In a press release shared on Wednesday, iHeartMedia confirmed radio stations across the country will replace all of "Taylor's previous albums with the 'Taylor's Version' of each of them as Taylor releases each project, and will play only 'Taylor's Version' of her songs on the air."
"Whenever Taylor re-records a new track, we immediately replace the old versions. Our stations will always deliver songs that artists are eager to share and fans want to hear," said Tom Poleman, Chief Programming Officer for iHeartMedia. "Listeners have made it known that they cannot wait to hear ‘Taylor’s Version’ of each track.

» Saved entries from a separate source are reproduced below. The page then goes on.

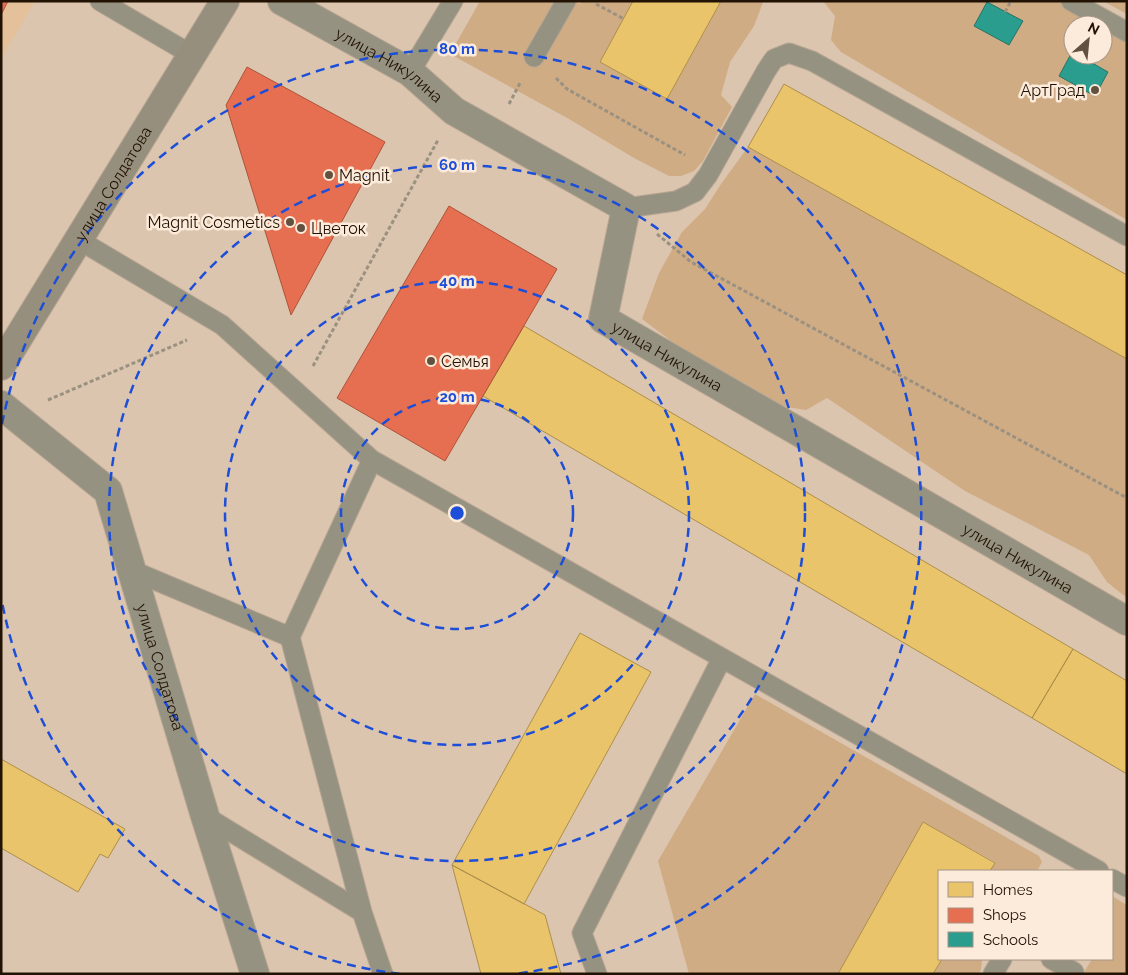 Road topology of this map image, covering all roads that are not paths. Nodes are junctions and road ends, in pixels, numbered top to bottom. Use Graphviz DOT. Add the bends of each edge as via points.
graph roads {
  1 [pos="100,1"];
  2 [pos="225,1"];
  3 [pos="282,1"];
  4 [pos="453,1"];
  5 [pos="566,1"];
  6 [pos="1071,1"];
  7 [pos="1127,32"];
  8 [pos="192,55"];
  9 [pos="534,57"];
  10 [pos="410,72"];
  11 [pos="626,208"];
  12 [pos="1127,236"];
  13 [pos="79,240"];
  14 [pos="1,366"];
  15 [pos="1,405"];
  16 [pos="372,460"];
  17 [pos="131,570"];
  18 [pos="1127,621"];
  19 [pos="290,637"];
  20 [pos="722,658"];
  21 [pos="205,816"];
  22 [pos="1097,870"];
  23 [pos="1113,879"];
  24 [pos="1127,887"];
  25 [pos="362,912"];
  26 [pos="1001,960"];
  27 [pos="1053,960"];
  28 [pos="1074,972"];
  29 [pos="255,974"];
  30 [pos="383,974"];
  31 [pos="597,974"];
  32 [pos="993,974"];
  1 -- 8 [label="lane"];
  2 -- 8 [label="street, улица Солдатова"];
  3 -- 10 [label="street, улица Никулина"];
  4 -- 10 [label="lane"];
  5 -- 9 [label="lane"];
  6 -- 7 [label="lane"];
  8 -- 13 [label="street, улица Солдатова"];
  10 -- 11 [label="street, улица Никулина" via="454,111"];
  11 -- 12 [label="lane" via="676,201 695,192 774,58 789,53 812,61"];
  11 -- 18 [label="street, улица Никулина" via="603,319"];
  13 -- 14 [label="street, улица Солдатова"];
  13 -- 16 [label="lane" via="222,325"];
  15 -- 17 [label="street, улица Солдатова" via="108,491"];
  16 -- 19 [label="lane"];
  16 -- 20 [label="lane"];
  17 -- 19 [label="lane"];
  17 -- 21 [label="street, улица Солдатова"];
  19 -- 25 [label="lane"];
  20 -- 22 [label="lane"];
  20 -- 31 [label="lane" via="582,933"];
  21 -- 25 [label="lane"];
  21 -- 29 [label="street, улица Солдатова"];
  23 -- 24 [label="lane"];
  25 -- 30 [label="lane"];
  26 -- 32 [label="lane"];
  27 -- 28 [label="lane"];
}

We are thrilled to provide a platform to share those with them, as well as the stories behind the songs from Taylor herself."
On Friday, Swift debuted her expanded and re-recorded album "Red (Taylor's Version)," which includes a 10-minute extended version of "All Too Well."

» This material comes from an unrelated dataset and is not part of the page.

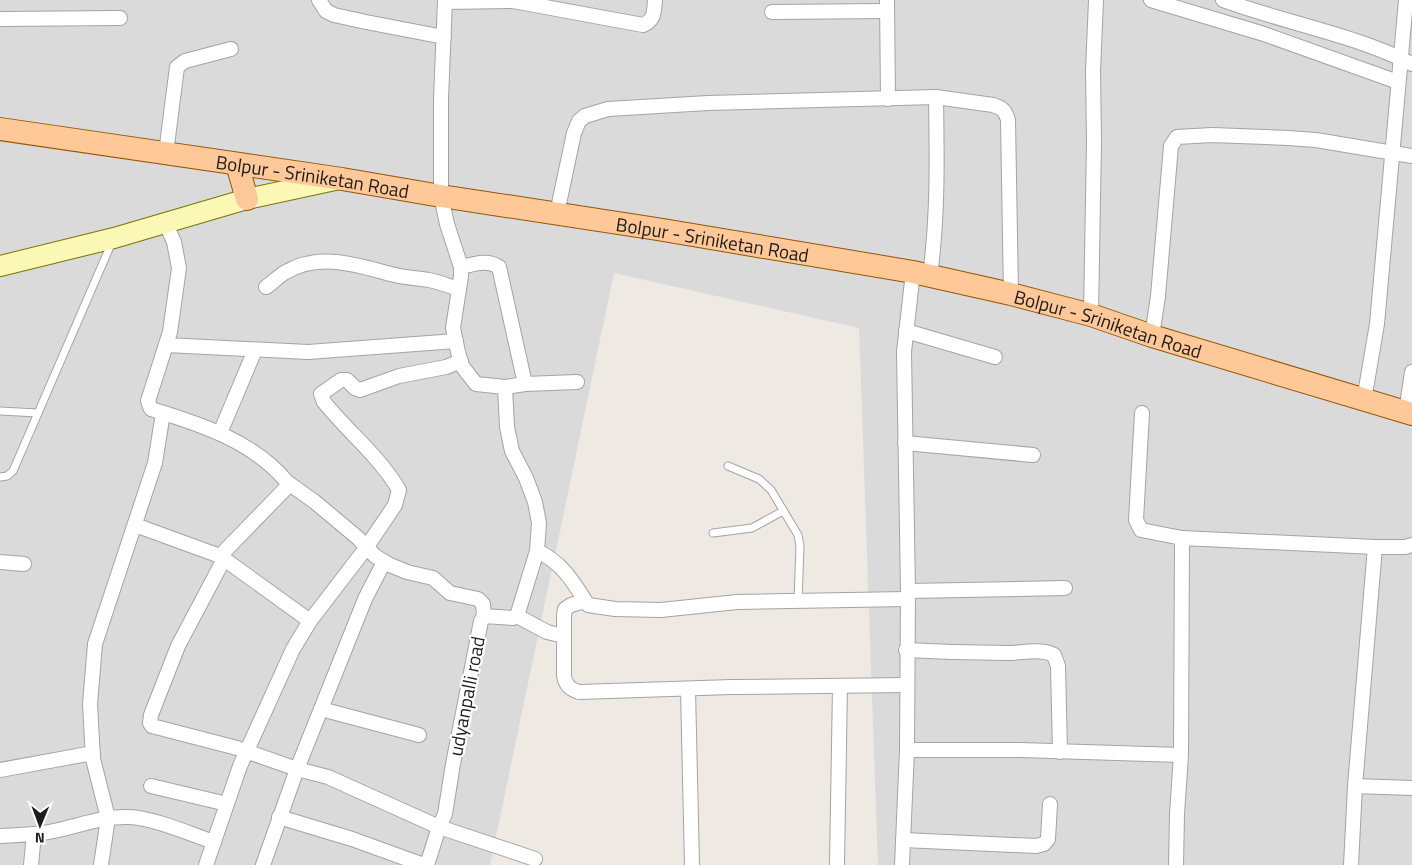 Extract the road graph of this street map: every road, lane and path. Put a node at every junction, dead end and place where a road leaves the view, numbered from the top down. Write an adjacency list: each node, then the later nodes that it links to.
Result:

"Red" is a classic Swift album, with the original 2012 release featuring hits like "We Are Never Ever Getting Back Together" and "22."
Swift has been re-recording her first six albums because her original masters were sold by her prior label and she wanted to create new masters that she could own herself.
"Red (Taylor’s Version)" was released with an expanded 30 total songs, including duets with Ed Sheeran, Chris Stapleton, and Phoebe Bridgers.
"I’m getting to look back on this music and just see music and see art and see experiences I’ve had in concerts," Swift told the AP of re-recording her music. "It was mine and now it’s really shared between me and the fans and that’s what I have really taken away from this experience." She previously rereleased "Fearless (Taylor's Version)" in April 2021.
In fall 2019, Swift revealed that Scooter Braun's Ithaca Holdings owned her master recordings. It was announced in June that he acquired Big Machine Label Group, the label led by Scott Borchetta and home to Swift's first six albums. Braun reportedly paid $300 million for the label.
Braun, who manages Grammy winners including Ariana Grande, Justin Bieber and Tori Kelly, wrote a lengthy post on social media that he's made calls to have an open discussion with Swift and squash their differences, but said he's been rejected. However, the singer said she hasn't heard a word from him.
"None of these investors have ever bothered to contact me or my team directly to perform their due diligence on their investment," Swift said at the time. "They didn't ask how I might feel about the owner of my art, the music I wrote, the photos of me, my handwriting, my album designs. Scooter never contacted me or my team to discuss it prior to the sell or even before it was announced."
The Associated Press contributed to this report.